**EXTRACTED INFORMATION:**
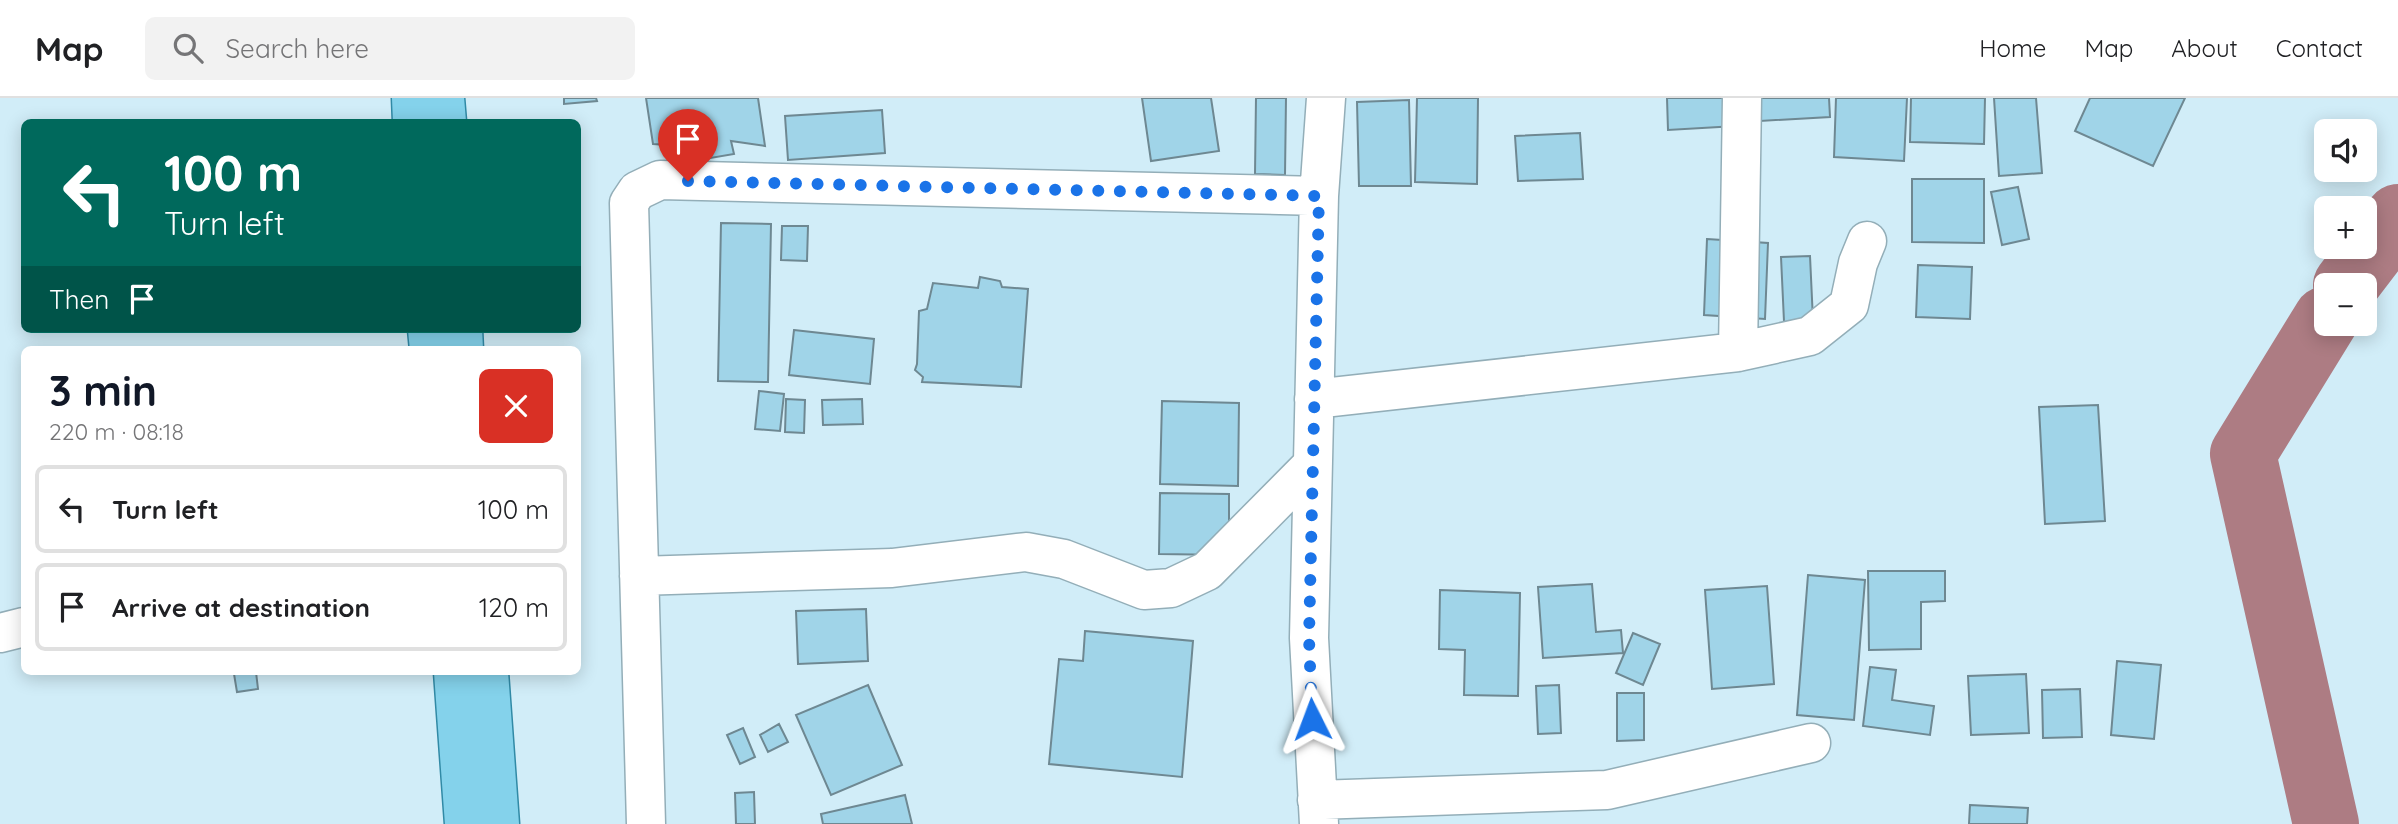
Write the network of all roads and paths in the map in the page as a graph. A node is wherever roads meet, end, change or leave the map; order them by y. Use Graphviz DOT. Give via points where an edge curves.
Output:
graph roads {
  1 [pos="411,98"];
  2 [pos="445,98"];
  3 [pos="1326,98"];
  4 [pos="1742,98"];
  5 [pos="412,119"];
  6 [pos="447,119"];
  7 [pos="1319,196"];
  8 [pos="1867,241"];
  9 [pos="1738,352"];
  10 [pos="1314,399"];
  11 [pos="1313,464"];
  12 [pos="639,576"];
  13 [pos="21,628"];
  14 [pos="0,633"];
  15 [pos="453,675"];
  16 [pos="489,675"];
  17 [pos="1811,743"];
  18 [pos="1318,812"];
  19 [pos="464,824"];
  20 [pos="500,824"];
  21 [pos="646,824"];
  1 -- 5 [label="main road"];
  2 -- 6 [label="main road"];
  3 -- 7 [label="street"];
  4 -- 9 [label="street"];
  7 -- 10 [label="street"];
  7 -- 12 [label="street" via="660,180 637,191 629,204"];
  8 -- 9 [label="street" via="1849,305 1810,336"];
  9 -- 10 [label="street"];
  10 -- 11 [label="street"];
  11 -- 12 [label="street" via="1207,571 1171,588 1144,590 1064,559 1026,552 892,568"];
  11 -- 18 [label="street" via="1309,638"];
  12 -- 21 [label="street"];
  13 -- 14 [label="street"];
  15 -- 19 [label="main road"];
  16 -- 20 [label="main road"];
  17 -- 18 [label="street" via="1607,790"];
}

**THE TASK:** Print every line of the material above exactly as it reads, skipping the pictures.

**TASK ANSWER:**
Write the network of all roads and paths in the map in the page as a graph. A node is wherever roads meet, end, change or leave the map; order them by y. Use Graphviz DOT. Give via points where an edge curves.
Output:
graph roads {
  1 [pos="411,98"];
  2 [pos="445,98"];
  3 [pos="1326,98"];
  4 [pos="1742,98"];
  5 [pos="412,119"];
  6 [pos="447,119"];
  7 [pos="1319,196"];
  8 [pos="1867,241"];
  9 [pos="1738,352"];
  10 [pos="1314,399"];
  11 [pos="1313,464"];
  12 [pos="639,576"];
  13 [pos="21,628"];
  14 [pos="0,633"];
  15 [pos="453,675"];
  16 [pos="489,675"];
  17 [pos="1811,743"];
  18 [pos="1318,812"];
  19 [pos="464,824"];
  20 [pos="500,824"];
  21 [pos="646,824"];
  1 -- 5 [label="main road"];
  2 -- 6 [label="main road"];
  3 -- 7 [label="street"];
  4 -- 9 [label="street"];
  7 -- 10 [label="street"];
  7 -- 12 [label="street" via="660,180 637,191 629,204"];
  8 -- 9 [label="street" via="1849,305 1810,336"];
  9 -- 10 [label="street"];
  10 -- 11 [label="street"];
  11 -- 12 [label="street" via="1207,571 1171,588 1144,590 1064,559 1026,552 892,568"];
  11 -- 18 [label="street" via="1309,638"];
  12 -- 21 [label="street"];
  13 -- 14 [label="street"];
  15 -- 19 [label="main road"];
  16 -- 20 [label="main road"];
  17 -- 18 [label="street" via="1607,790"];
}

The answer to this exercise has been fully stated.